Saved entries:
=== Begin Enclosure ===

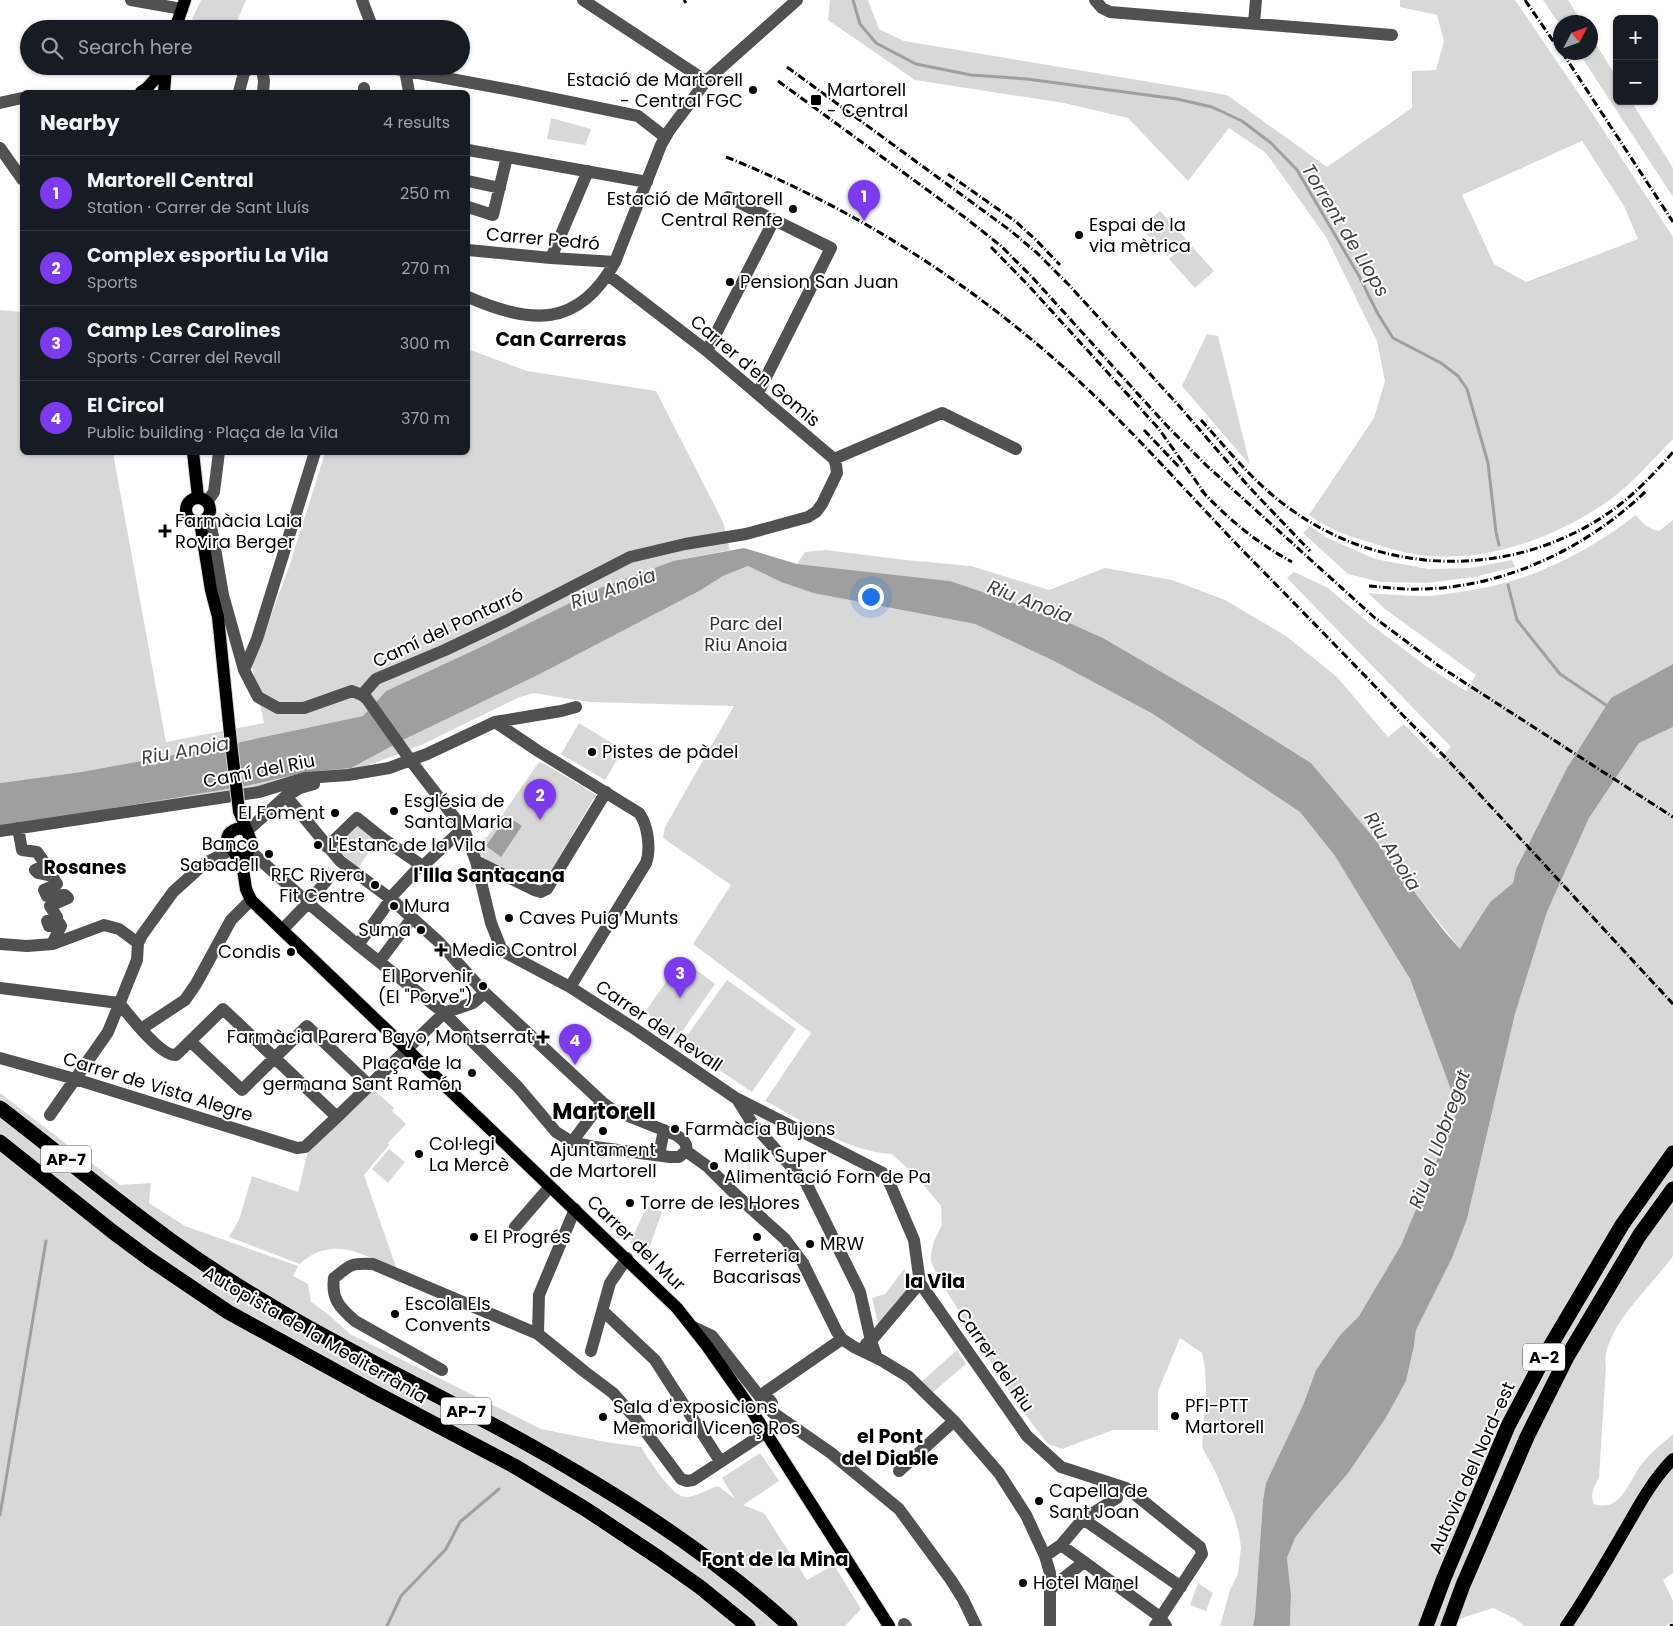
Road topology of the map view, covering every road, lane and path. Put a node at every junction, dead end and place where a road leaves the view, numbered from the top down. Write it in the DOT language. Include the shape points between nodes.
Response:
graph roads {
  1 [pos="131,0"];
  2 [pos="362,0"];
  3 [pos="583,0"];
  4 [pos="797,0"];
  5 [pos="1256,0"];
  6 [pos="1096,1"];
  7 [pos="184,4"];
  8 [pos="178,20"];
  9 [pos="370,20"];
  10 [pos="1254,23"];
  11 [pos="1392,35"];
  12 [pos="158,75"];
  13 [pos="165,75"];
  14 [pos="243,75"];
  15 [pos="264,75"];
  16 [pos="406,75"];
  17 [pos="430,75"];
  18 [pos="706,81"];
  19 [pos="144,90"];
  20 [pos="160,90"];
  21 [pos="163,90"];
  22 [pos="240,90"];
  23 [pos="263,90"];
  24 [pos="409,90"];
  25 [pos="20,98"];
  26 [pos="0,103"];
  27 [pos="666,136"];
  28 [pos="0,148"];
  29 [pos="470,150"];
  30 [pos="507,157"];
  31 [pos="588,172"];
  32 [pos="20,176"];
  33 [pos="470,181"];
  34 [pos="647,182"];
  35 [pos="500,188"];
  36 [pos="728,197"];
  37 [pos="470,208"];
  38 [pos="774,220"];
  39 [pos="470,250"];
  40 [pos="551,258"];
  41 [pos="615,262"];
  42 [pos="608,275"];
  43 [pos="470,298"];
  44 [pos="707,351"];
  45 [pos="758,393"];
  46 [pos="1016,449"];
  47 [pos="194,455"];
  48 [pos="219,455"];
  49 [pos="314,455"];
  50 [pos="834,459"];
  51 [pos="202,500"];
  52 [pos="204,519"];
  53 [pos="244,670"];
  54 [pos="362,695"];
  55 [pos="576,707"];
  56 [pos="495,722"];
  57 [pos="411,761"];
  58 [pos="348,775"];
  59 [pos="606,792"];
  60 [pos="286,796"];
  61 [pos="18,828"];
  62 [pos="242,830"];
  63 [pos="464,830"];
  64 [pos="0,831"];
  65 [pos="327,847"];
  66 [pos="248,850"];
  67 [pos="232,851"];
  68 [pos="476,860"];
  69 [pos="421,865"];
  70 [pos="243,869"];
  71 [pos="327,880"];
  72 [pos="391,899"];
  73 [pos="251,900"];
  74 [pos="308,903"];
  75 [pos="412,918"];
  76 [pos="282,930"];
  77 [pos="138,943"];
  78 [pos="0,944"];
  79 [pos="52,944"];
  80 [pos="358,945"];
  81 [pos="379,962"];
  82 [pos="570,987"];
  83 [pos="0,988"];
  84 [pos="485,993"];
  85 [pos="119,1003"];
  86 [pos="444,1014"];
  87 [pos="141,1029"];
  88 [pos="190,1041"];
  89 [pos="407,1049"];
  90 [pos="0,1058"];
  91 [pos="274,1058"];
  92 [pos="75,1079"];
  93 [pos="370,1086"];
  94 [pos="737,1099"];
  95 [pos="602,1102"];
  96 [pos="0,1108"];
  97 [pos="50,1115"];
  98 [pos="337,1117"];
  99 [pos="664,1130"];
  100 [pos="0,1142"];
  101 [pos="572,1142"];
  102 [pos="686,1151"];
  103 [pos="1673,1153"];
  104 [pos="659,1155"];
  105 [pos="1673,1189"];
  106 [pos="547,1190"];
  107 [pos="575,1209"];
  108 [pos="515,1227"];
  109 [pos="627,1258"];
  110 [pos="920,1283"];
  111 [pos="603,1311"];
  112 [pos="693,1327"];
  113 [pos="538,1334"];
  114 [pos="842,1340"];
  115 [pos="870,1341"];
  116 [pos="854,1347"];
  117 [pos="591,1351"];
  118 [pos="876,1358"];
  119 [pos="442,1370"];
  120 [pos="954,1421"];
  121 [pos="798,1430"];
  122 [pos="766,1432"];
  123 [pos="1673,1459"];
  124 [pos="720,1461"];
  125 [pos="899,1470"];
  126 [pos="1121,1494"];
  127 [pos="1083,1519"];
  128 [pos="1061,1544"];
  129 [pos="1046,1556"];
  130 [pos="1084,1562"];
  131 [pos="1181,1586"];
  132 [pos="1051,1588"];
  133 [pos="1160,1623"];
  134 [pos="748,1626"];
  135 [pos="790,1626"];
  136 [pos="889,1626"];
  137 [pos="976,1626"];
  138 [pos="1050,1626"];
  139 [pos="1426,1626"];
  140 [pos="1448,1626"];
  141 [pos="1566,1626"];
  1 -- 7 [label="street"];
  2 -- 9 [label="street"];
  3 -- 18 [label="street"];
  4 -- 18 [label="street"];
  5 -- 10 [label="street"];
  6 -- 10 [label="street" via="1110,12"];
  7 -- 8 [label="main road"];
  10 -- 11 [label="street"];
  12 -- 19 [label="main road"];
  13 -- 21 [label="main road"];
  14 -- 22 [label="street"];
  15 -- 23 [label="street"];
  16 -- 24 [label="street"];
  17 -- 27 [label="street" via="638,116"];
  18 -- 27 [label="street"];
  19 -- 20 [label="main road"];
  25 -- 26 [label="street"];
  27 -- 34 [label="street"];
  28 -- 32 [label="street"];
  29 -- 30 [label="street"];
  30 -- 31 [label="street"];
  30 -- 35 [label="street"];
  31 -- 34 [label="street"];
  31 -- 40 [label="street"];
  33 -- 35 [label="street"];
  34 -- 41 [label="street"];
  35 -- 37 [label="street" via="493,215"];
  36 -- 38 [label="street"];
  38 -- 44 [label="street"];
  38 -- 45 [label="street" via="831,248"];
  39 -- 40 [label="street, Carrer Pedró"];
  40 -- 41 [label="street, Carrer Pedró"];
  41 -- 42 [label="street"];
  42 -- 43 [label="street" via="581,304 551,315 502,310"];
  42 -- 44 [label="street, Carrer d'en Gomis"];
  44 -- 45 [label="street, Carrer d'en Gomis"];
  45 -- 50 [label="street, Carrer d'en Gomis"];
  46 -- 50 [label="street" via="942,413"];
  47 -- 51 [label="main road"];
  48 -- 51 [label="street" via="214,492"];
  49 -- 53 [label="street" via="257,639"];
  50 -- 54 [label="street, Camí del Pontarró" via="837,473 822,504 816,512 801,520 630,557 498,625 376,679"];
  51 -- 52 [label="main road" via="210,508"];
  51 -- 52 [label="main road" via="190,501 186,511 189,518"];
  52 -- 53 [label="street" via="212,531 223,595"];
  52 -- 62 [label="main road, bridge"];
  53 -- 54 [label="street" via="258,697 278,708 304,708 352,691"];
  54 -- 57 [label="street, Carrer del Revall"];
  55 -- 56 [label="street, Camí del Riu"];
  56 -- 57 [label="street, Camí del Riu"];
  56 -- 59 [label="street"];
  57 -- 58 [label="street, Camí del Riu"];
  57 -- 63 [label="street, Carrer del Revall"];
  58 -- 60 [label="street" via="300,788"];
  58 -- 61 [label="street, Camí del Riu" via="305,778 259,792"];
  59 -- 68 [label="street" via="547,889 541,892 534,890"];
  59 -- 82 [label="street" via="639,813 645,823 648,856"];
  60 -- 62 [label="street"];
  60 -- 65 [label="street"];
  61 -- 64 [label="street, Camí del Riu"];
  61 -- 79 [label="street" via="22,850 37,852 46,865 35,870 52,876 57,884 44,890 47,896 65,895 68,898 50,906 57,917 47,921 48,926 61,926"];
  62 -- 66 [label="main road" via="251,841"];
  62 -- 67 [label="main road" via="229,834 227,838"];
  63 -- 68 [label="street, Carrer del Revall"];
  63 -- 69 [label="street"];
  65 -- 69 [label="street" via="357,818"];
  65 -- 72 [label="street" via="339,863"];
  66 -- 67 [label="main road" via="238,854"];
  66 -- 70 [label="main road"];
  66 -- 74 [label="street"];
  67 -- 70 [label="main road"];
  67 -- 77 [label="street" via="206,863 173,892"];
  68 -- 82 [label="street, Carrer del Revall" via="491,923 501,948"];
  69 -- 72 [label="street"];
  70 -- 73 [label="main road, Carrer del Mur"];
  71 -- 74 [label="street"];
  72 -- 75 [label="street"];
  72 -- 80 [label="street"];
  73 -- 76 [label="main road, Carrer del Mur"];
  73 -- 87 [label="street" via="231,920 185,1000"];
  74 -- 76 [label="street"];
  74 -- 80 [label="street"];
  75 -- 81 [label="street"];
  75 -- 84 [label="street" via="439,942"];
  76 -- 89 [label="main road, Carrer del Mur"];
  77 -- 79 [label="street" via="119,929 104,925"];
  77 -- 85 [label="street" via="137,960"];
  78 -- 79 [label="street"];
  80 -- 81 [label="street"];
  81 -- 86 [label="street"];
  82 -- 94 [label="street, Carrer del Revall"];
  83 -- 85 [label="street"];
  84 -- 86 [label="street" via="473,1003"];
  84 -- 95 [label="street"];
  85 -- 87 [label="street"];
  85 -- 92 [label="street" via="108,1032"];
  86 -- 89 [label="street"];
  86 -- 101 [label="street" via="518,1087 556,1132"];
  87 -- 88 [label="street" via="171,1056"];
  88 -- 91 [label="street" via="222,1009"];
  88 -- 91 [label="street" via="242,1090"];
  89 -- 93 [label="street"];
  89 -- 107 [label="main road, Carrer del Mur"];
  90 -- 92 [label="street, Carrer de Vista Alegre"];
  91 -- 93 [label="street" via="307,1026"];
  91 -- 98 [label="street"];
  92 -- 97 [label="street"];
  92 -- 98 [label="street, Carrer de Vista Alegre" via="297,1148 305,1147"];
  93 -- 98 [label="street"];
  94 -- 110 [label="street, Carrer del Riu" via="883,1172 914,1240"];
  94 -- 115 [label="street, Carrer del Revall" via="752,1123 806,1183 860,1292"];
  95 -- 99 [label="street" via="613,1110"];
  95 -- 101 [label="street"];
  96 -- 135 [label="highway, Autopista de la Mediterrània / AP-7" via="131,1211 212,1268 298,1321 585,1477 711,1561"];
  99 -- 102 [label="street" via="681,1138"];
  99 -- 104 [label="street"];
  100 -- 134 [label="highway, Autopista de la Mediterrània / AP-7" via="113,1232 228,1312 516,1467 666,1563"];
  101 -- 104 [label="street"];
  102 -- 104 [label="street" via="679,1157"];
  102 -- 114 [label="street" via="707,1166 785,1239 803,1263"];
  103 -- 139 [label="highway, Autovia del Nord-est / A-2" via="1622,1225 1548,1350 1508,1426"];
  105 -- 140 [label="highway, A-2" via="1639,1236 1567,1356 1527,1437"];
  106 -- 108 [label="street"];
  107 -- 109 [label="main road, Carrer del Mur"];
  107 -- 113 [label="street" via="539,1295"];
  109 -- 111 [label="street" via="610,1283"];
  109 -- 112 [label="main road, Carrer del Mur"];
  110 -- 115 [label="street"];
  110 -- 126 [label="street, Carrer del Riu" via="1027,1436 1061,1467"];
  111 -- 117 [label="street"];
  111 -- 124 [label="street" via="655,1360"];
  112 -- 121 [label="street" via="712,1336 772,1412"];
  112 -- 122 [label="main road, Carrer del Mur"];
  113 -- 119 [label="street" via="373,1264 350,1265 334,1278 336,1299 355,1321"];
  113 -- 124 [label="street" via="613,1393 681,1479 692,1480"];
  114 -- 116 [label="street"];
  114 -- 121 [label="street" via="764,1393"];
  115 -- 116 [label="street"];
  115 -- 118 [label="street, Carrer del Revall"];
  116 -- 118 [label="street"];
  118 -- 120 [label="street" via="909,1377"];
  120 -- 125 [label="street"];
  120 -- 129 [label="street" via="999,1473 1026,1515"];
  121 -- 137 [label="street" via="832,1453 899,1510 963,1598"];
  122 -- 124 [label="street"];
  122 -- 136 [label="main road, Carrer del Mur"];
  123 -- 141 [label="main road" via="1638,1507"];
  126 -- 127 [label="street"];
  126 -- 131 [label="street, Carrer del Riu" via="1200,1547 1202,1554"];
  127 -- 128 [label="street"];
  127 -- 131 [label="street"];
  128 -- 129 [label="street"];
  128 -- 130 [label="street"];
  129 -- 132 [label="street"];
  130 -- 132 [label="street"];
  130 -- 133 [label="street"];
  131 -- 133 [label="street"];
  132 -- 138 [label="street"];
}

=== End Enclosure ===

▶ [Work request]: Work through the records line by line and tally those with the word "Pedró". Report only the total.

▶ [Solution to this problem]: 2